= TASK REQUIREMENTS =
Should any entry include an image, skip the image and copy the entry exactly.

= INPUT RECORDS =
>>>>

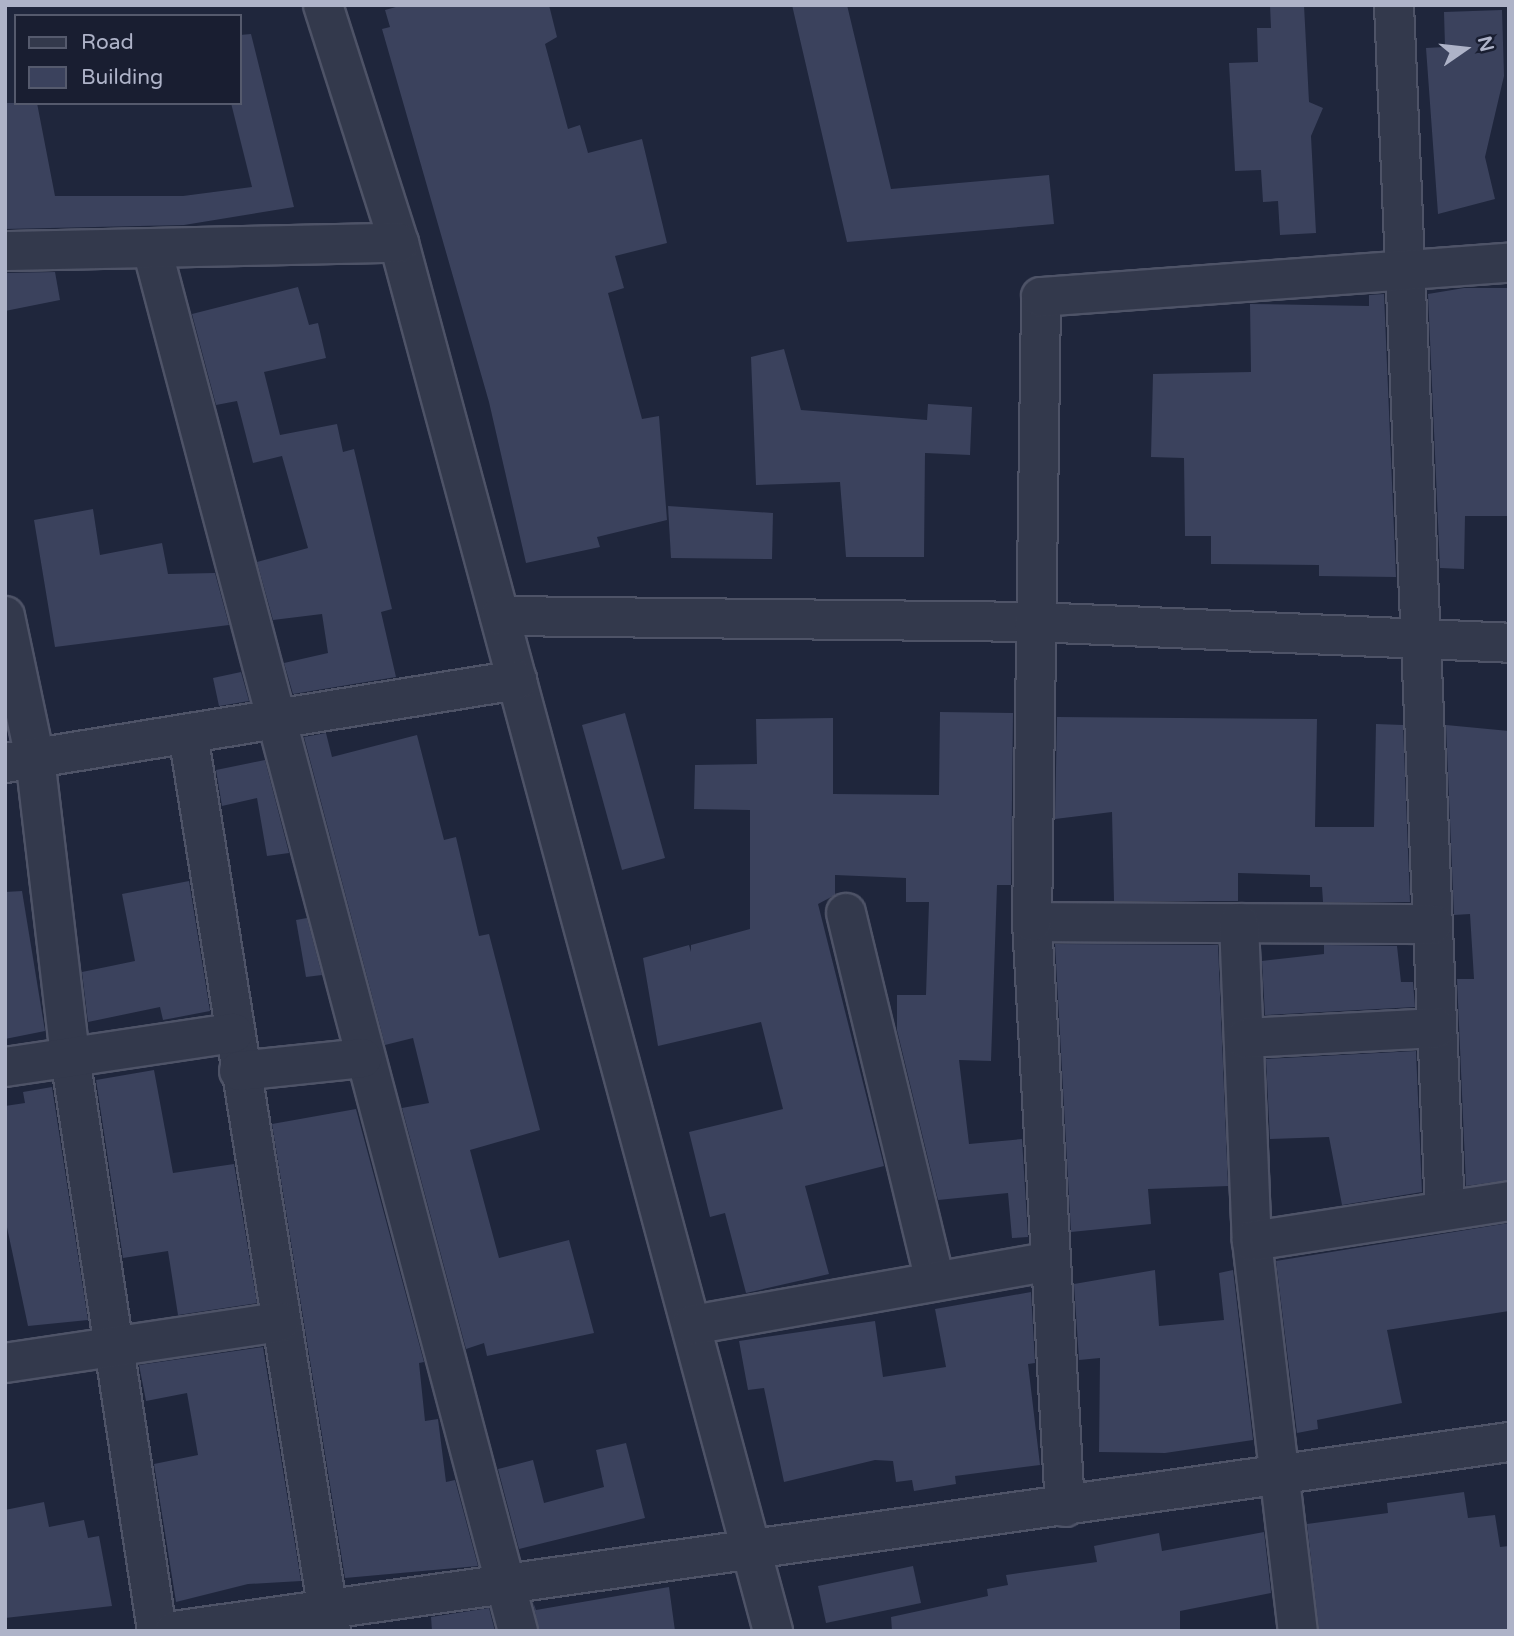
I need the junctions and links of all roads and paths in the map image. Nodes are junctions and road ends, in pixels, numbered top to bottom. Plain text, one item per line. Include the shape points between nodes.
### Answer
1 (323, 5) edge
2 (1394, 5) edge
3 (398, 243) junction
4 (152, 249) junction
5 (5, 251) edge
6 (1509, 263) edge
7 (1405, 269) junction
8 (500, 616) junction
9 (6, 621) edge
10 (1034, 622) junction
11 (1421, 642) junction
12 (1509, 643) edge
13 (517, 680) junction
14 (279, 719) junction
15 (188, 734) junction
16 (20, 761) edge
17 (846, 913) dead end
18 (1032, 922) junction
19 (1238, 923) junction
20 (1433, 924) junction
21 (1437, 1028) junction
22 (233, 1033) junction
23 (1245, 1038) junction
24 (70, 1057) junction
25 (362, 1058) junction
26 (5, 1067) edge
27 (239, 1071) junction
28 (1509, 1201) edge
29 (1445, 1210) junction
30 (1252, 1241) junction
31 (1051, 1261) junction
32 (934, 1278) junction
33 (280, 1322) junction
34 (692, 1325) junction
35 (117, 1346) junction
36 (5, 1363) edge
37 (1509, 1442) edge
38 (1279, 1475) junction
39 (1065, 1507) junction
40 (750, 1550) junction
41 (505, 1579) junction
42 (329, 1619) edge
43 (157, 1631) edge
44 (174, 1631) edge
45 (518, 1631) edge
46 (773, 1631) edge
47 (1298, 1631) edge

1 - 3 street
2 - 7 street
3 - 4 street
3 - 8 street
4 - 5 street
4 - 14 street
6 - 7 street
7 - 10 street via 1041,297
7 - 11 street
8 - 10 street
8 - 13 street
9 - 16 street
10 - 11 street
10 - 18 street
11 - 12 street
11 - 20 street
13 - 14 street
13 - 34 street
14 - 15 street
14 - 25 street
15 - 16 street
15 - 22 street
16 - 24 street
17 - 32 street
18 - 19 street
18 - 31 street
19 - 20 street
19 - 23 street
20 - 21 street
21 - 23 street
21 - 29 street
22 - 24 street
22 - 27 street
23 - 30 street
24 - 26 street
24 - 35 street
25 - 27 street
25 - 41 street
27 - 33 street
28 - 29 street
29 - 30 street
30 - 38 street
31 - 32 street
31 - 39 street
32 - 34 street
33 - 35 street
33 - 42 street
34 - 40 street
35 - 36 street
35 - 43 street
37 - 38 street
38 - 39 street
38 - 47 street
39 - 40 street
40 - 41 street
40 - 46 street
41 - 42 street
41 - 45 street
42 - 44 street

<<<<

= RESULT OF THE EXERCISE =
I need the junctions and links of all roads and paths in the map image. Nodes are junctions and road ends, in pixels, numbered top to bottom. Plain text, one item per line. Include the shape points between nodes.
### Answer
1 (323, 5) edge
2 (1394, 5) edge
3 (398, 243) junction
4 (152, 249) junction
5 (5, 251) edge
6 (1509, 263) edge
7 (1405, 269) junction
8 (500, 616) junction
9 (6, 621) edge
10 (1034, 622) junction
11 (1421, 642) junction
12 (1509, 643) edge
13 (517, 680) junction
14 (279, 719) junction
15 (188, 734) junction
16 (20, 761) edge
17 (846, 913) dead end
18 (1032, 922) junction
19 (1238, 923) junction
20 (1433, 924) junction
21 (1437, 1028) junction
22 (233, 1033) junction
23 (1245, 1038) junction
24 (70, 1057) junction
25 (362, 1058) junction
26 (5, 1067) edge
27 (239, 1071) junction
28 (1509, 1201) edge
29 (1445, 1210) junction
30 (1252, 1241) junction
31 (1051, 1261) junction
32 (934, 1278) junction
33 (280, 1322) junction
34 (692, 1325) junction
35 (117, 1346) junction
36 (5, 1363) edge
37 (1509, 1442) edge
38 (1279, 1475) junction
39 (1065, 1507) junction
40 (750, 1550) junction
41 (505, 1579) junction
42 (329, 1619) edge
43 (157, 1631) edge
44 (174, 1631) edge
45 (518, 1631) edge
46 (773, 1631) edge
47 (1298, 1631) edge

1 - 3 street
2 - 7 street
3 - 4 street
3 - 8 street
4 - 5 street
4 - 14 street
6 - 7 street
7 - 10 street via 1041,297
7 - 11 street
8 - 10 street
8 - 13 street
9 - 16 street
10 - 11 street
10 - 18 street
11 - 12 street
11 - 20 street
13 - 14 street
13 - 34 street
14 - 15 street
14 - 25 street
15 - 16 street
15 - 22 street
16 - 24 street
17 - 32 street
18 - 19 street
18 - 31 street
19 - 20 street
19 - 23 street
20 - 21 street
21 - 23 street
21 - 29 street
22 - 24 street
22 - 27 street
23 - 30 street
24 - 26 street
24 - 35 street
25 - 27 street
25 - 41 street
27 - 33 street
28 - 29 street
29 - 30 street
30 - 38 street
31 - 32 street
31 - 39 street
32 - 34 street
33 - 35 street
33 - 42 street
34 - 40 street
35 - 36 street
35 - 43 street
37 - 38 street
38 - 39 street
38 - 47 street
39 - 40 street
40 - 41 street
40 - 46 street
41 - 42 street
41 - 45 street
42 - 44 street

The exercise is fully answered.